## ABOUT THIS TASK
Which lines of the records below contain the string "Першотравнева"? Report each of them.

## SOURCE RECORDS
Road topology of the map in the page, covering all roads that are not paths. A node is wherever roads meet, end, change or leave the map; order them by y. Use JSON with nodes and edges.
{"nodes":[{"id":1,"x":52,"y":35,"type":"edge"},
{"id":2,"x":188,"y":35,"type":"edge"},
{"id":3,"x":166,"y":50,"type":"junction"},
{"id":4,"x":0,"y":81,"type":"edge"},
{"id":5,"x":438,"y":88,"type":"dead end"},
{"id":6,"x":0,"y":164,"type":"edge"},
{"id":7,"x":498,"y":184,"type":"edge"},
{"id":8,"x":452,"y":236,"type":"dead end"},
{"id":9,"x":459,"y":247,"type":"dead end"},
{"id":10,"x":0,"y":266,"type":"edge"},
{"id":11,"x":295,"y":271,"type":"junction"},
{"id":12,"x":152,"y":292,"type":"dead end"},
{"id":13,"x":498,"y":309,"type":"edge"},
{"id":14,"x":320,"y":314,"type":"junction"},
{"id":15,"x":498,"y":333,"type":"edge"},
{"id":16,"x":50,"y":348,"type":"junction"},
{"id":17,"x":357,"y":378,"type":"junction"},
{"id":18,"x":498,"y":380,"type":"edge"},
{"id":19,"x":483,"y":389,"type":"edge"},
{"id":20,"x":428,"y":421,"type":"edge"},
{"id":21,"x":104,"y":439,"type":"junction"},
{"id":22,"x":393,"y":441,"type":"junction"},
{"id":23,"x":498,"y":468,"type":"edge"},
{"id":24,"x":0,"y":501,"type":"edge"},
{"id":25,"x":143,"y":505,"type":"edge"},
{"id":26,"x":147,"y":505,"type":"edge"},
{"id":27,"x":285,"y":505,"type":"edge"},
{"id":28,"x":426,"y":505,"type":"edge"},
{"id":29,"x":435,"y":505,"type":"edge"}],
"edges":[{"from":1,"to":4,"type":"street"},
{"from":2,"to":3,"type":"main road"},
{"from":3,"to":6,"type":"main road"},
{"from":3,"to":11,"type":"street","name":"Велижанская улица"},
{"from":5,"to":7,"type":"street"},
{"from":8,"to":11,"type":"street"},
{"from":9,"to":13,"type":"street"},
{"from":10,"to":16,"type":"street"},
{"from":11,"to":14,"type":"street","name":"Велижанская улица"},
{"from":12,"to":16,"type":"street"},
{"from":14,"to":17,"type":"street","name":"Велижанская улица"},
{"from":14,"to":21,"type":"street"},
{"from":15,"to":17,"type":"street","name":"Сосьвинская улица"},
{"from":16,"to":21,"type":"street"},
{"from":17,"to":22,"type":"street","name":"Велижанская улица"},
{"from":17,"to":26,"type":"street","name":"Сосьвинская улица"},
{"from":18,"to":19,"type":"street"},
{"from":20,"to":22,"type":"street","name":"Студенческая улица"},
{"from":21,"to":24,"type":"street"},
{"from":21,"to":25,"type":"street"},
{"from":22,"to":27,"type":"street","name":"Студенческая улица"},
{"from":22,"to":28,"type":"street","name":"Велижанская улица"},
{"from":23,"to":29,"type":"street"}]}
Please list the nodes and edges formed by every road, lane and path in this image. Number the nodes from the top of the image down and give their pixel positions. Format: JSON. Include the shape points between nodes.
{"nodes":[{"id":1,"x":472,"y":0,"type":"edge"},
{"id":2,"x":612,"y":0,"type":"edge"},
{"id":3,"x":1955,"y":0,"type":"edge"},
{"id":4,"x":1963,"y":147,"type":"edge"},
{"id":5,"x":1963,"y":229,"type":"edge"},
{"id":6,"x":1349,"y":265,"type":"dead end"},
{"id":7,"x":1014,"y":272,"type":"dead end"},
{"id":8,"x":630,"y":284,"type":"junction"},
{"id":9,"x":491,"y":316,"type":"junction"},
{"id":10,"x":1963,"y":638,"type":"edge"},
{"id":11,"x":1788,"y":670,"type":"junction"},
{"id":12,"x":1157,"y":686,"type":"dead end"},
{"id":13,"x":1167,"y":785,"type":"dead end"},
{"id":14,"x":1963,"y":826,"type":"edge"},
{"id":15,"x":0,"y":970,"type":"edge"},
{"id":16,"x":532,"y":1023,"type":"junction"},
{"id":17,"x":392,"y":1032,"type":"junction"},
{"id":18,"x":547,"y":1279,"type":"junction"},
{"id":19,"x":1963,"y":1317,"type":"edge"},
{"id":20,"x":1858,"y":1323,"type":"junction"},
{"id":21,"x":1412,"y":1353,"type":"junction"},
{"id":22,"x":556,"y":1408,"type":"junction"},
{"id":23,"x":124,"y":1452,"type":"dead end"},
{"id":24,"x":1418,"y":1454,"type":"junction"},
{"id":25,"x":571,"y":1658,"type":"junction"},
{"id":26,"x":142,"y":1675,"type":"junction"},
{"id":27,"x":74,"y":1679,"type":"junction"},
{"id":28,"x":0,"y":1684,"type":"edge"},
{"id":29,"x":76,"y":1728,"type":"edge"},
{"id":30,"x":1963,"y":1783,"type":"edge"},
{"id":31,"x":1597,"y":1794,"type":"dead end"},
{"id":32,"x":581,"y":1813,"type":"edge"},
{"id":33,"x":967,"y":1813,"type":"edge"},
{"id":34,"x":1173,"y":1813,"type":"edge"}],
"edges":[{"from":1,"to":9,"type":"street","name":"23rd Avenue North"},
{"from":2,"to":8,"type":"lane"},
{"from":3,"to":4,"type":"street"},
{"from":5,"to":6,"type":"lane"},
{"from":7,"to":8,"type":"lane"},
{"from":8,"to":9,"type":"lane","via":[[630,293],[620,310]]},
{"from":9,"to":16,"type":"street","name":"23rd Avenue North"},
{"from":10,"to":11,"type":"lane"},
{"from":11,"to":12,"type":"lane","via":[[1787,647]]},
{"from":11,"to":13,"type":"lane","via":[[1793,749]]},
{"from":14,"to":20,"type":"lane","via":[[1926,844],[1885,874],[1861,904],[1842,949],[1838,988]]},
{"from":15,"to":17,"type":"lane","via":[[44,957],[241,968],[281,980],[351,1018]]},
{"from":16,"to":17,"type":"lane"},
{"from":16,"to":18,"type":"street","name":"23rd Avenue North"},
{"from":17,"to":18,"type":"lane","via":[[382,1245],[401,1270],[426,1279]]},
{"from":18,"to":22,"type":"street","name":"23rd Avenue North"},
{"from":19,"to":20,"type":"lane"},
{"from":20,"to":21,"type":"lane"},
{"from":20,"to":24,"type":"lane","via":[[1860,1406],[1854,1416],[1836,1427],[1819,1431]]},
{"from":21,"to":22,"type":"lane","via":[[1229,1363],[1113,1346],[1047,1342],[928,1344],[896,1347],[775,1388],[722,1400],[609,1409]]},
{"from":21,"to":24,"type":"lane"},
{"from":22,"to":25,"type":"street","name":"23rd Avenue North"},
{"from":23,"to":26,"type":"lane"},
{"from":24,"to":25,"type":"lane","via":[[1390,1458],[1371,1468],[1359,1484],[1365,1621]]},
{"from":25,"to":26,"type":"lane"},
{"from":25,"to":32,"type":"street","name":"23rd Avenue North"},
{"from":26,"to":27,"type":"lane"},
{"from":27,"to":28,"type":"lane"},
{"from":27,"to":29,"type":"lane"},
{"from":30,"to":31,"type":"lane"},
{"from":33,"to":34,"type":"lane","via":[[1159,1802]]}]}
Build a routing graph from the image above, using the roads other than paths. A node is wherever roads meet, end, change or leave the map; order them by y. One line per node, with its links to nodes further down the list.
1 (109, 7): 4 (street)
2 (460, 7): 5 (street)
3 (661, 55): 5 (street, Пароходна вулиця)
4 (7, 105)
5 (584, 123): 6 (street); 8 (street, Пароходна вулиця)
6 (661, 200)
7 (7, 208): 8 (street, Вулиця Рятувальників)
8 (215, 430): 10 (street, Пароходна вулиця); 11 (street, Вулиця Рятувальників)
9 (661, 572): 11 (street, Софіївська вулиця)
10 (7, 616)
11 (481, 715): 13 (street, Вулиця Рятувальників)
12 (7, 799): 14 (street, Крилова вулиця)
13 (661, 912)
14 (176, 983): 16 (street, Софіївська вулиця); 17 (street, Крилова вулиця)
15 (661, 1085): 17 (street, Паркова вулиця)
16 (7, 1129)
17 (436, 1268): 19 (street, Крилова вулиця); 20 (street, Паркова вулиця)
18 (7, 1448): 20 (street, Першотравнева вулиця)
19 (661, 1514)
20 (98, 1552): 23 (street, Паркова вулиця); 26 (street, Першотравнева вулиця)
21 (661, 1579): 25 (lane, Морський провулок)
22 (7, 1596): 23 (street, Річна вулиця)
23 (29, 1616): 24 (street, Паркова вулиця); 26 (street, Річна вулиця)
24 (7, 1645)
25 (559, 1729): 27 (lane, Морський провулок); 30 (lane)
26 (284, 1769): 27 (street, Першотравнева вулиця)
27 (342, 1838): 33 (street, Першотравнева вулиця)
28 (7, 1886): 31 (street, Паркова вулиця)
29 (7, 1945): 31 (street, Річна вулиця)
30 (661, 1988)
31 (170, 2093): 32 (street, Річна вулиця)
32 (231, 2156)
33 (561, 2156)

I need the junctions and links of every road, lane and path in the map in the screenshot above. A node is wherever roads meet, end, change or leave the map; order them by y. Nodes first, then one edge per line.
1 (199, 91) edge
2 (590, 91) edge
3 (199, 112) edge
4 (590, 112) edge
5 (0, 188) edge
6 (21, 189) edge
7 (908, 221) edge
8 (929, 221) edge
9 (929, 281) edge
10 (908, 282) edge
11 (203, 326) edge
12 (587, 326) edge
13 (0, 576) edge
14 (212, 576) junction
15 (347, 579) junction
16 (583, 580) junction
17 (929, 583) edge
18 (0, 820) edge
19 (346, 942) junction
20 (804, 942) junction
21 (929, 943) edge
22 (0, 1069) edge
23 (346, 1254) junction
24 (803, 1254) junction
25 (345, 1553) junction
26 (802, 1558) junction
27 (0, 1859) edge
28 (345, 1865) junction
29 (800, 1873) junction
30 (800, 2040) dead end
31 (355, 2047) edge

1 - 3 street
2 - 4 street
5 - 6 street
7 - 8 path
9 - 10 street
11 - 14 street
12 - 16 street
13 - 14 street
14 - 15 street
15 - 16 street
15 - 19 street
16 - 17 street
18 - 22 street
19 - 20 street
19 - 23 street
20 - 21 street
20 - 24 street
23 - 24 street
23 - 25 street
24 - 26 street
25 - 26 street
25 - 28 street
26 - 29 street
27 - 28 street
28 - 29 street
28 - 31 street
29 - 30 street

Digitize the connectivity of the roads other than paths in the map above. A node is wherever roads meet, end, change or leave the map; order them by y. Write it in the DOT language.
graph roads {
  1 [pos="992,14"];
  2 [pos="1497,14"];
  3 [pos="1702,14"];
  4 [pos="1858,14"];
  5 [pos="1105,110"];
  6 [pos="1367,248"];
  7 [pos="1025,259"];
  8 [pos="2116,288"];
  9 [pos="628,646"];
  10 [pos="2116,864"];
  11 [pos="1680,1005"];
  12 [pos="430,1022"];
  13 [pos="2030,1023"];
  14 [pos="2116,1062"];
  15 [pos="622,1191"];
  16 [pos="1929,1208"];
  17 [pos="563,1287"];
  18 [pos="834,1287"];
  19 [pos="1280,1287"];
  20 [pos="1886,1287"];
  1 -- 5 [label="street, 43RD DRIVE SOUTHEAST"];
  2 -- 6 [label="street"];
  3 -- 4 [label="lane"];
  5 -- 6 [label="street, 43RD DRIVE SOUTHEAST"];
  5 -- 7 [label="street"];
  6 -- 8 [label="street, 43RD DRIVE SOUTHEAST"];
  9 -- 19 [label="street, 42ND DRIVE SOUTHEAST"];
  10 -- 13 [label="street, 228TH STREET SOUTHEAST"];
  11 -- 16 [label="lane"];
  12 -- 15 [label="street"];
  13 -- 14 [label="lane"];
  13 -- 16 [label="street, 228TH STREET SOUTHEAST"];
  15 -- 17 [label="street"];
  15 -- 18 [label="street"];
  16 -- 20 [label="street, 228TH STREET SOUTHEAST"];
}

## RESPONSE FOR THIS EXERCISE
18 (7, 1448): 20 (street, Першотравнева вулиця)
20 (98, 1552): 23 (street, Паркова вулиця); 26 (street, Першотравнева вулиця)
26 (284, 1769): 27 (street, Першотравнева вулиця)
27 (342, 1838): 33 (street, Першотравнева вулиця)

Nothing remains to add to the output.